To use pytesseract: <br>
conda install -c conda-forge pytesseract <br>
conda install -c conda-forge tesseract <br>

To use pdf2image: <br>
conda install -c conda-forge pdf2image <br>
conda install -c conda-forge poppler <br>

To use reportlab: <br>
conda install reportlab <br>

In [1]:
from transformers import pipeline # Handles summarization
import requests # Handles translation using the DeepL API
from typing import Optional, Tuple

import pytesseract
from pdf2image import convert_from_path

import PIL
import numpy as np
import cv2
import matplotlib.pyplot as plt
import re

import os

from reportlab.lib.pagesizes import A4
from reportlab.platypus import SimpleDocTemplate, Paragraph, Image
from reportlab.lib.styles import getSampleStyleSheet, ParagraphStyle
from reportlab.lib.enums import TA_CENTER, TA_JUSTIFY
from datetime import datetime
from time import time
from os.path import isfile

# Global variables and constants
The DeepL API key is used for the translation API. If the API key becomes invalid for some reason, you can generate your own API key following the instructions at https://www.deepl.com/docs-api.

In [2]:
# At this time of writing this (20.05.2023), the API had 450k characters still unused. 
#Please keep this in mind and use the provided key responsibly.
DEEPL_API_KEY = '898523e2-0911-71ea-8d45-3e60991d2130:fx'
DEEPL_BASE_URL = 'https://api-free.deepl.com'
path = 'images/' #where the images will be saved

<b>Here, the path to tesseract and tessdata need to be specified for the program to work. </b>

In [3]:
pytesseract.pytesseract.tesseract_cmd = r'C:\Users\annut\miniconda3\envs\Tehisintellekt\Library\bin\tesseract.exe' #r'path to tesseract.exe'
os.environ['TESSDATA_PREFIX'] = r'C:\Users\annut\miniconda3\envs\Tehisintellekt\share\tessdata/' #r'path to /tessdata/'

# Slides to text and images

In [4]:
#source: https://stackoverflow.com/questions/57249273/how-to-detect-paragraphs-in-a-text-document-image-for-a-non-consistent-text-stru
def getParagraphs(image, iterat):
    '''This function return the locations of paragraphs on a slide found by using dilation'''
    
    if iterat == 1:
        iterations = 7
    elif iterat == 2:
        iterations = 10
    else:
        iterations = 12
    
    paragraphs = []
    image_np = np.array(image)
    
    gray = cv2.cvtColor(image_np, cv2.COLOR_BGR2GRAY)
    blur = cv2.GaussianBlur(gray, (7,7), 0)
    thresh = cv2.threshold(blur, 0, 255, cv2.THRESH_BINARY_INV + cv2.THRESH_OTSU)[1]

    kernel = cv2.getStructuringElement(cv2.MORPH_RECT, (5,5))
    dilate = cv2.dilate(thresh, kernel, iterations=iterations)

    cnts = cv2.findContours(dilate, cv2.RETR_EXTERNAL, cv2.CHAIN_APPROX_SIMPLE)
    cnts = cnts[0] if len(cnts) == 2 else cnts[1]

    for c in cnts:
        x,y,w,h = cv2.boundingRect(c)
        rect = [x, y, w, h]
        paragraphs.append(rect)
    
    return paragraphs

In [5]:
def getContent(filename, lang, skipped, iterat):
    '''This function extracts text and pictures from slides based on the detected paragraphs and returns them 
    (text as a string and pictures as an array of the filenames).

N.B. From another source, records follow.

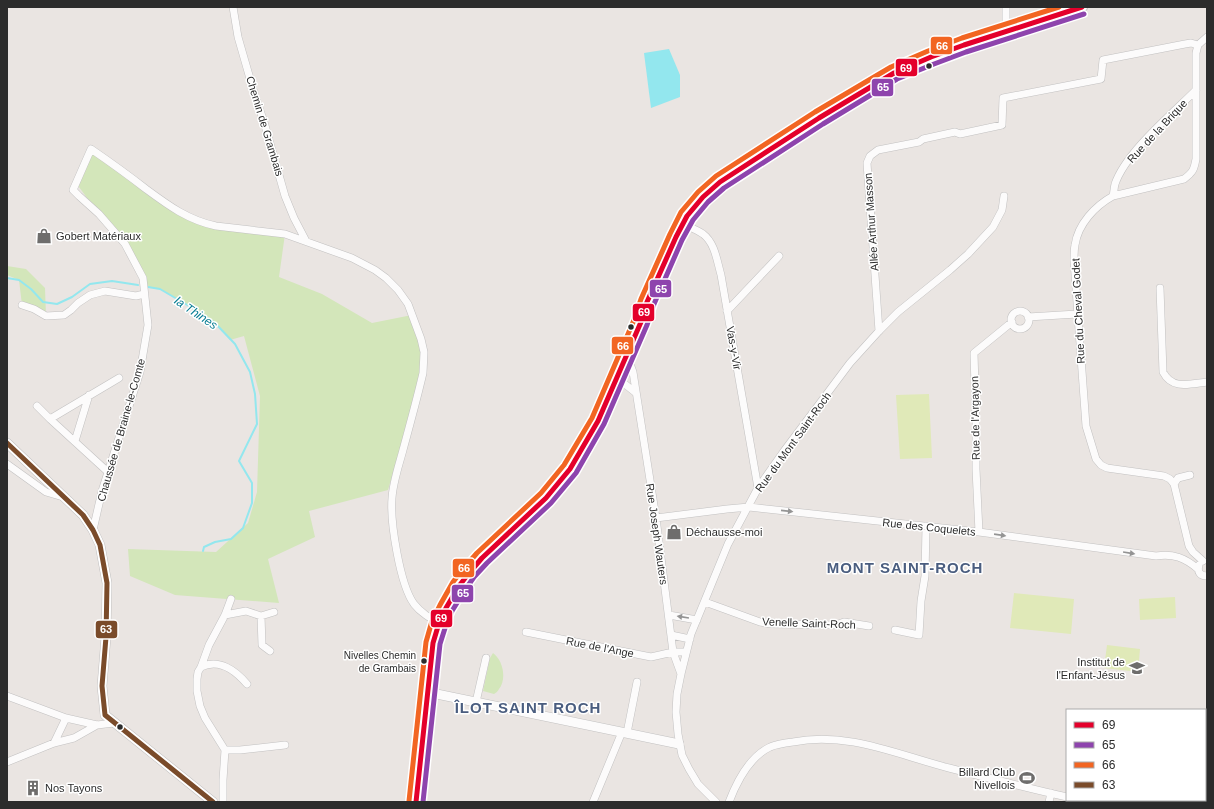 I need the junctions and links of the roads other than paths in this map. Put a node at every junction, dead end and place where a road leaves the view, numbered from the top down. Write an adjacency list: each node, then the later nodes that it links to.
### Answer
1 (233, 7): 11 (street, Chemin de Grambais)
2 (1006, 7): 4 (street)
3 (1082, 7): 4 (main road)
4 (1006, 31): 10 (main road)
5 (1207, 37): 6 (street)
6 (1198, 44): 7 (street, Rue du Cheval Godet); 20 (street, Allée Arthur Masson)
7 (1196, 90): 9 (street, Rue de la Brique); 9 (street, Rue du Cheval Godet)
8 (1004, 196): 20 (street, Rue du Mont Saint-Roch)
9 (1113, 196): 17 (street, Rue du Cheval Godet)
10 (683, 224): 16 (street, Vas-y-Vir); 21 (main road)
11 (306, 241): 14 (street, Chaussée de Braine-le-Comte); 55 (street)
12 (779, 256): 16 (street)
13 (1160, 288): 24 (street)
14 (144, 294): 15 (street); 32 (street, Chaussée de Braine-le-Comte)
15 (22, 306)
16 (727, 311): 35 (street, Vas-y-Vir)
17 (1077, 314): 18 (street); 34 (street, Rue du Cheval Godet)
18 (1028, 318): 19 (street); 19 (street)
19 (1012, 322): 41 (street, Rue de l'Argayon)
20 (879, 331): 35 (street, Rue du Mont Saint-Roch)
21 (623, 358): 23 (main road); 25 (street, Rue Joseph Wauters)
22 (119, 378): 26 (street)
23 (613, 382): 25 (street); 55 (main road)
24 (1207, 382)
25 (636, 393): 38 (street, Rue Joseph Wauters)
26 (90, 396): 28 (street); 29 (street)
27 (37, 406): 28 (street)
28 (50, 419): 29 (street)
29 (75, 441): 32 (street)
30 (7, 443): 36 (street)
31 (7, 464): 36 (street)
32 (108, 472): 40 (street, Chaussée de Braine-le-Comte)
33 (1190, 475): 34 (street)
34 (1174, 484): 42 (street)
35 (758, 488): 37 (street, Rue du Mont Saint-Roch)
36 (66, 498): 40 (street)
37 (748, 507): 38 (street, Rue des Coquelets); 39 (street, Rue des Coquelets, one-way to 39); 48 (street, Rue du Mont Saint-Roch)
38 (656, 518): 51 (street, Rue Joseph Wauters)
39 (926, 526): 41 (street, Rue des Coquelets); 56 (street)
40 (93, 530): 72 (street)
41 (979, 532): 43 (street, Rue des Coquelets, one-way to 43)
42 (1188, 546): 43 (street); 44 (street)
43 (1187, 560): 45 (street, Rue des Coquelets)
44 (1205, 561): 45 (street)
45 (1198, 569): 46 (street, Rue des Coquelets)
46 (1207, 576)
47 (231, 599): 50 (street)
48 (705, 602): 53 (street, Rue du Mont Saint-Roch); 54 (street, Venelle Saint-Roch)
49 (274, 612): 52 (street)
50 (225, 615): 52 (street); 64 (street)
51 (669, 615): 53 (street, one-way to 51); 58 (street, Rue Joseph Wauters)
52 (261, 616): 60 (street)
53 (697, 620): 59 (street, Rue du Mont Saint-Roch)
54 (869, 626)
55 (437, 627): 68 (main road)
56 (895, 630)
57 (526, 632): 61 (street, Rue de l'Ange)
58 (671, 635): 59 (street); 61 (street, Rue Joseph Wauters)
59 (690, 639): 62 (street, Rue du Mont Saint-Roch)
60 (270, 651)
61 (673, 652): 62 (street, Rue de l'Ange); 65 (street, Rue Joseph Wauters)
62 (686, 652): 65 (street, Rue du Mont Saint-Roch)
63 (486, 658): 70 (street)
64 (201, 667): 67 (street); 78 (street)
65 (680, 677): 76 (street, Rue du Mont Saint-Roch)
66 (637, 682): 74 (street)
67 (246, 684)
68 (427, 692): 70 (street); 84 (main road)
69 (7, 696): 71 (street)
70 (476, 702): 74 (street)
71 (66, 718): 73 (street); 75 (street)
72 (114, 723): 73 (street); 82 (street)
73 (98, 725): 75 (street)
74 (624, 733): 76 (street); 85 (street)
75 (54, 743): 79 (street)
76 (679, 744): 86 (street, Rue du Mont Saint-Roch)
77 (285, 745): 78 (street)
78 (225, 750): 83 (street)
79 (7, 762)
80 (1051, 793): 81 (street); 87 (street); 88 (street)
81 (1066, 797)
82 (213, 802)
83 (223, 802)
84 (416, 802)
85 (593, 802)
86 (716, 802)
87 (730, 802)
88 (1049, 802) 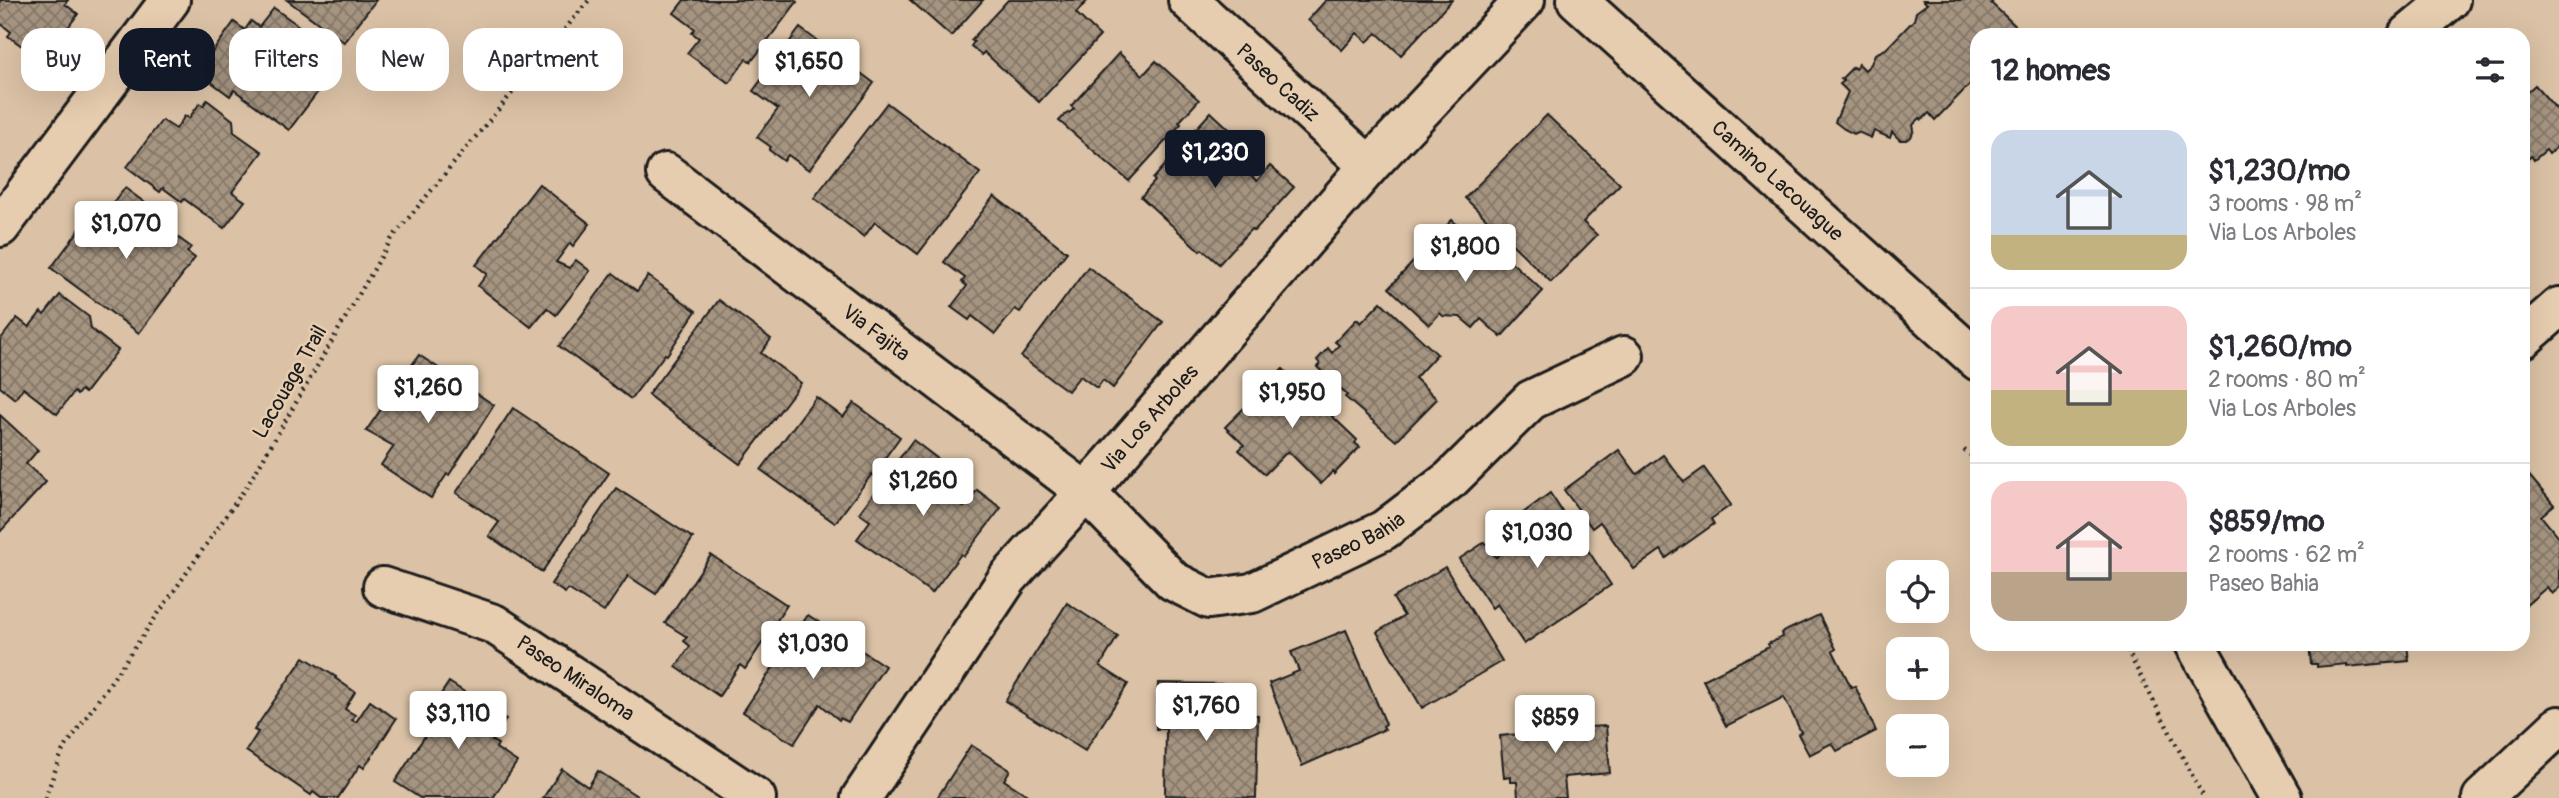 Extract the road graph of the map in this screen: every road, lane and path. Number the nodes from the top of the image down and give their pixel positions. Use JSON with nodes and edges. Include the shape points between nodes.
{"nodes":[{"id":1,"x":170,"y":0,"type":"edge"},
{"id":2,"x":589,"y":0,"type":"edge"},
{"id":3,"x":1188,"y":0,"type":"edge"},
{"id":4,"x":1525,"y":0,"type":"edge"},
{"id":5,"x":1577,"y":0,"type":"edge"},
{"id":6,"x":2450,"y":0,"type":"edge"},
{"id":7,"x":2416,"y":28,"type":"edge"},
{"id":8,"x":1369,"y":166,"type":"junction"},
{"id":9,"x":666,"y":173,"type":"dead end"},
{"id":10,"x":0,"y":227,"type":"edge"},
{"id":11,"x":2559,"y":307,"type":"edge"},
{"id":12,"x":2530,"y":333,"type":"edge"},
{"id":13,"x":1970,"y":354,"type":"edge"},
{"id":14,"x":1624,"y":356,"type":"dead end"},
{"id":15,"x":1964,"y":450,"type":"dead end"},
{"id":16,"x":1970,"y":455,"type":"edge"},
{"id":17,"x":1086,"y":492,"type":"junction"},
{"id":18,"x":383,"y":587,"type":"dead end"},
{"id":19,"x":2128,"y":651,"type":"edge"},
{"id":20,"x":2199,"y":651,"type":"edge"},
{"id":21,"x":2559,"y":726,"type":"edge"},
{"id":22,"x":45,"y":798,"type":"edge"},
{"id":23,"x":756,"y":798,"type":"edge"},
{"id":24,"x":862,"y":798,"type":"edge"},
{"id":25,"x":2204,"y":798,"type":"edge"},
{"id":26,"x":2282,"y":798,"type":"edge"},
{"id":27,"x":2482,"y":798,"type":"edge"}],
"edges":[{"from":1,"to":10,"type":"street"},
{"from":2,"to":22,"type":"path","name":"Lacouage Trail","via":[[392,239],[249,483],[62,752]]},
{"from":3,"to":8,"type":"street","name":"Paseo Cadiz"},
{"from":4,"to":8,"type":"street","name":"Via Los Arboles"},
{"from":5,"to":13,"type":"street","name":"Camino Lacouague"},
{"from":6,"to":7,"type":"street"},
{"from":8,"to":17,"type":"street","name":"Via Los Arboles"},
{"from":9,"to":17,"type":"street","name":"Via Fajita"},
{"from":11,"to":12,"type":"street"},
{"from":14,"to":17,"type":"street","name":"Paseo Bahia","via":[[1531,400],[1451,479],[1384,530],[1252,593],[1209,599],[1173,581]]},
{"from":15,"to":16,"type":"path"},
{"from":17,"to":24,"type":"street","name":"Via Los Arboles","via":[[1008,578]]},
{"from":18,"to":23,"type":"street","name":"Paseo Miraloma","via":[[494,624]]},
{"from":19,"to":25,"type":"path"},
{"from":20,"to":26,"type":"street"},
{"from":21,"to":27,"type":"street"}]}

The prorgam uses regex to only extract proper 
    text and not for example any functions.'''
    
    text = ""
    pictures = []
    picture_count = 0
    pattern = r"[a-zöüõäA-ZÖÄÜÕ][a-zöüõäA-ZÖÄÜÕ]+[,\/-:;?!]*"
    
    images = convert_from_path(filename)
    
    #Skanning slides one by one.
    for j in range(len(images)):
        if j+1 not in skipped:
            image = images[j]
            paragraphs = getParagraphs(image, iterat)

            for i in range(len(paragraphs)-1, -1, -1):

                if i == 0 and page_numbers:
                        break

                p = paragraphs[i]
                x, y, w, h = p[0], p[1], p[2], p[3]
                segment = image.crop((x, y, x + w, y + h))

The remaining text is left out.